• [EXERCISE PROMPT]: Reproduce the data below in full. Nothing should differ from the original.

══ GIVEN DATA ══

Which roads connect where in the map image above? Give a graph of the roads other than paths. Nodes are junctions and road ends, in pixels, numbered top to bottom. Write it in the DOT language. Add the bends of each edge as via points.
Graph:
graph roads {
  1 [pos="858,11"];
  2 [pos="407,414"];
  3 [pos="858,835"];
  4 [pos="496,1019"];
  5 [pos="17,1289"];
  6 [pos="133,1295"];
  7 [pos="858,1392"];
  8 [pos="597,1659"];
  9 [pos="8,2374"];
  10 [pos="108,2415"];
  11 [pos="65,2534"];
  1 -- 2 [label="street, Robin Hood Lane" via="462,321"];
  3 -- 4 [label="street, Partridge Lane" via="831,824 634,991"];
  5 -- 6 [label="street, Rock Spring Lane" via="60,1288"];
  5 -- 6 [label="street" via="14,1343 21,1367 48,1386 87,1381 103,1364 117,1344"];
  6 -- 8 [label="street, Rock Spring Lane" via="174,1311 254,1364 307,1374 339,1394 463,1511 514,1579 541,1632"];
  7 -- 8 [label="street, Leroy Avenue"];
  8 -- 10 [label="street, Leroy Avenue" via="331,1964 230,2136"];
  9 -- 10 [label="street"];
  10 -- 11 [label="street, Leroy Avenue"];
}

═══

• [OUTPUT OF THE EXERCISE]:
Which roads connect where in the map image above? Give a graph of the roads other than paths. Nodes are junctions and road ends, in pixels, numbered top to bottom. Write it in the DOT language. Add the bends of each edge as via points.
Graph:
graph roads {
  1 [pos="858,11"];
  2 [pos="407,414"];
  3 [pos="858,835"];
  4 [pos="496,1019"];
  5 [pos="17,1289"];
  6 [pos="133,1295"];
  7 [pos="858,1392"];
  8 [pos="597,1659"];
  9 [pos="8,2374"];
  10 [pos="108,2415"];
  11 [pos="65,2534"];
  1 -- 2 [label="street, Robin Hood Lane" via="462,321"];
  3 -- 4 [label="street, Partridge Lane" via="831,824 634,991"];
  5 -- 6 [label="street, Rock Spring Lane" via="60,1288"];
  5 -- 6 [label="street" via="14,1343 21,1367 48,1386 87,1381 103,1364 117,1344"];
  6 -- 8 [label="street, Rock Spring Lane" via="174,1311 254,1364 307,1374 339,1394 463,1511 514,1579 541,1632"];
  7 -- 8 [label="street, Leroy Avenue"];
  8 -- 10 [label="street, Leroy Avenue" via="331,1964 230,2136"];
  9 -- 10 [label="street"];
  10 -- 11 [label="street, Leroy Avenue"];
}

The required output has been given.